Laser Offset Stabilization with Chip-Scale Atomic Diffractive Elements

TL;DR

This paper introduces a chip-scale atomic diffractive element device that enables precise, adjustable laser frequency stabilization across a broad bandwidth, suitable for quantum technology applications.

Contribution

It presents a novel microfabricated atomic diffractive element for offset laser stabilization, demonstrating sub-megahertz stability and broad bandwidth without magnetic fields.

Findings

Achieved laser stabilization with sub-megahertz instability.

Generated multiple stabilization points over tens of gigahertz bandwidth.

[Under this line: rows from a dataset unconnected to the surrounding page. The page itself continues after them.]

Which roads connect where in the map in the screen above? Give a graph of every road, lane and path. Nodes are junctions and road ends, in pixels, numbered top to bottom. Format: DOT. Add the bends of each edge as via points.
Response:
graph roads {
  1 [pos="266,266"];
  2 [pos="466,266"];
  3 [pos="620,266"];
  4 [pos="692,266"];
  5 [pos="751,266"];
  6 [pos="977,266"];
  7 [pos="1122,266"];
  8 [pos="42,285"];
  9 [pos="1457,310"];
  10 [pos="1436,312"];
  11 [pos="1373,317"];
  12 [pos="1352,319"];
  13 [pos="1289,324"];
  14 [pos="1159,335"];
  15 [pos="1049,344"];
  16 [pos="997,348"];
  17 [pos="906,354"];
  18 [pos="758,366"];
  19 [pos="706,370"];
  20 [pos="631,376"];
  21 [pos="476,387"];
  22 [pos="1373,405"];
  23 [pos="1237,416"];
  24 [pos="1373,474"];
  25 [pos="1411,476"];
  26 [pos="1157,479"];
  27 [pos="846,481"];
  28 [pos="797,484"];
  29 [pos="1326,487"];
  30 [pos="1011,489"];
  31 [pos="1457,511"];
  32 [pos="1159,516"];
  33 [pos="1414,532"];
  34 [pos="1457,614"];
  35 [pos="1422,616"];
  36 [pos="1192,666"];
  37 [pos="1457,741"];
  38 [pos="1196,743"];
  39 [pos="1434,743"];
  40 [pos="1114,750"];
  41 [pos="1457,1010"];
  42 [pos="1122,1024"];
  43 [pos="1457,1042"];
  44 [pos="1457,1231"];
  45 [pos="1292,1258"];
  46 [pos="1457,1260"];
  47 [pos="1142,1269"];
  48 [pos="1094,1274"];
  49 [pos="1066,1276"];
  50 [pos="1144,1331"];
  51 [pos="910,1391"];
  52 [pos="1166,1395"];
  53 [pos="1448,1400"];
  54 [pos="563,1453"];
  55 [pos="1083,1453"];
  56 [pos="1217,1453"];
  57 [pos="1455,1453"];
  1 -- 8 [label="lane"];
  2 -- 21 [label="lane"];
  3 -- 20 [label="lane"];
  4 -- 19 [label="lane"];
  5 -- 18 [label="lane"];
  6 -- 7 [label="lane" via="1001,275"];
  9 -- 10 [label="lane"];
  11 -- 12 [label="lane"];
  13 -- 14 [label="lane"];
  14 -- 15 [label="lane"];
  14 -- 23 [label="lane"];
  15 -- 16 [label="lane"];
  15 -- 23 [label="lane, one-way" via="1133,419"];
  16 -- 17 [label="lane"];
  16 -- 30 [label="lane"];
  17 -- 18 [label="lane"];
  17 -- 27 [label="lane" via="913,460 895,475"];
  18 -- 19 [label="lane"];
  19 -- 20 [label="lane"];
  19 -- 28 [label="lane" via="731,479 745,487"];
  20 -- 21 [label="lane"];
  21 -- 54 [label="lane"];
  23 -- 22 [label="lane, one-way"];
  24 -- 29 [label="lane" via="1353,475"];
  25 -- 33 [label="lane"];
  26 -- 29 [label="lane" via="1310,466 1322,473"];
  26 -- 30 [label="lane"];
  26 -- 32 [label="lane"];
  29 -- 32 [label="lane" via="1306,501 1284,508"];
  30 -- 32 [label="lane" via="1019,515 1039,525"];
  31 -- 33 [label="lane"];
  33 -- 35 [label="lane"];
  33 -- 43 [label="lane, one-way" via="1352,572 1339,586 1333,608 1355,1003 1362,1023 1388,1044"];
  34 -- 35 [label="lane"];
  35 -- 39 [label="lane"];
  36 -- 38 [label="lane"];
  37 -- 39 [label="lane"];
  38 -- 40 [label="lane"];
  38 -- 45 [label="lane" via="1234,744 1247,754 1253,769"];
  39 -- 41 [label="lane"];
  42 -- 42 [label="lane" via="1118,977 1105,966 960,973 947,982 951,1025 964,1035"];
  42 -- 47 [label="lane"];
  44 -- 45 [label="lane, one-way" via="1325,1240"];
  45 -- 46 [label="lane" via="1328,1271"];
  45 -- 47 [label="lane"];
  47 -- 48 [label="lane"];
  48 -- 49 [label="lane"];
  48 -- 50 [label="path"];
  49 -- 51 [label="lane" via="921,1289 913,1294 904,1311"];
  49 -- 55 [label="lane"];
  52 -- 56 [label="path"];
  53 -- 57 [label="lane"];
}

Device is compact, scalable, and magnetic-field free.

Abstract

Achieving precise and adjustable control over laser frequency is an essential requirement in numerous applications such as precision spectroscopy, quantum control, and sensing. In many such applications it is desired to stabilize a laser with a variable detuning from an atomic line. In this study, we employ an offset-stabilization scheme by utilizing phase contrast spectroscopy in microfabricated atomic diffractive elements vapor-cells. The spectroscopic response of such a device generates oscillating optical fringes, providing multiple optical frequency stabilization points across a bandwidth of tens of gigahertz, centered around the absorption resonances of Rb. Using this device, we demonstrate laser stabilization at various offset frequencies with instabilities reaching sub-megahertz levels. We further explore the fundamental limitations of our hybrid atomic-photonic device, drawing parallels to birefringent and dichroic spectroscopy apparatuses, which are commonly employed for offset stabilization. Our system showcases a broad offset lock bandwidth, a highly compact footprint, scalability to chip-scale production, and the ability to operate without reliance on magnetic fields. These attributes pave the way for a multitude of applications in quantum technologies.